**Data:**
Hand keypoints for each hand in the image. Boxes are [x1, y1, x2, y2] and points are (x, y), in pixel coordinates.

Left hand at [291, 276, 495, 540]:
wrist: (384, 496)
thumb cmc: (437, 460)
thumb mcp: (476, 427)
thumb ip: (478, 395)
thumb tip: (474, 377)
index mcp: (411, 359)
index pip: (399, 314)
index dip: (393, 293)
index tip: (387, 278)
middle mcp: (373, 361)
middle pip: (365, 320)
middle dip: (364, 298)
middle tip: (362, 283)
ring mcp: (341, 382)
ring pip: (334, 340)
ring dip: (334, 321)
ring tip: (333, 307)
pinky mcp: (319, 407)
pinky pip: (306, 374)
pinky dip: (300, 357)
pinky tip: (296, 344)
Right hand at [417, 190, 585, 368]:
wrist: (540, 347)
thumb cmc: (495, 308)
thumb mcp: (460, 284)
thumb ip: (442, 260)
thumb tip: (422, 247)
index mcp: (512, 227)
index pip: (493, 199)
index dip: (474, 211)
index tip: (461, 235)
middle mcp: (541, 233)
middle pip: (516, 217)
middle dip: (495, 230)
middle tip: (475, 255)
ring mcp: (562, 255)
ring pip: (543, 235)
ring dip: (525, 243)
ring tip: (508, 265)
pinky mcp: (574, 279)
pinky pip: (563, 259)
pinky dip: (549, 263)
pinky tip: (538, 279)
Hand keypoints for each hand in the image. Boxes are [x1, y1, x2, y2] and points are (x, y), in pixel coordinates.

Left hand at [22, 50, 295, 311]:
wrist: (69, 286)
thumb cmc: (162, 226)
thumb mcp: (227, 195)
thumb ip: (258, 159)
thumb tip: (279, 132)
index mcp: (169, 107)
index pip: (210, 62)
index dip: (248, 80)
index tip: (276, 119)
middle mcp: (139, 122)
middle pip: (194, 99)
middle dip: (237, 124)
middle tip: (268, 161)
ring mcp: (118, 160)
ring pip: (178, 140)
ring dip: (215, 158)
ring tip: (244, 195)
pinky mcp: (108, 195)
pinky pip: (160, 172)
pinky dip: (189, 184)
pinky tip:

**Directions for this task:**
Each line that includes the string "middle" should be copied from the data.

**Output for this task:**
middle mcp: (373, 361)
middle pip: (365, 320)
middle dip: (364, 298)
middle tip: (362, 283)
middle mcp: (541, 233)
middle pip: (516, 217)
middle dip: (495, 230)
middle tip: (475, 255)
middle mcp: (139, 122)
middle pip: (194, 99)
middle dip: (237, 124)
middle tip: (268, 161)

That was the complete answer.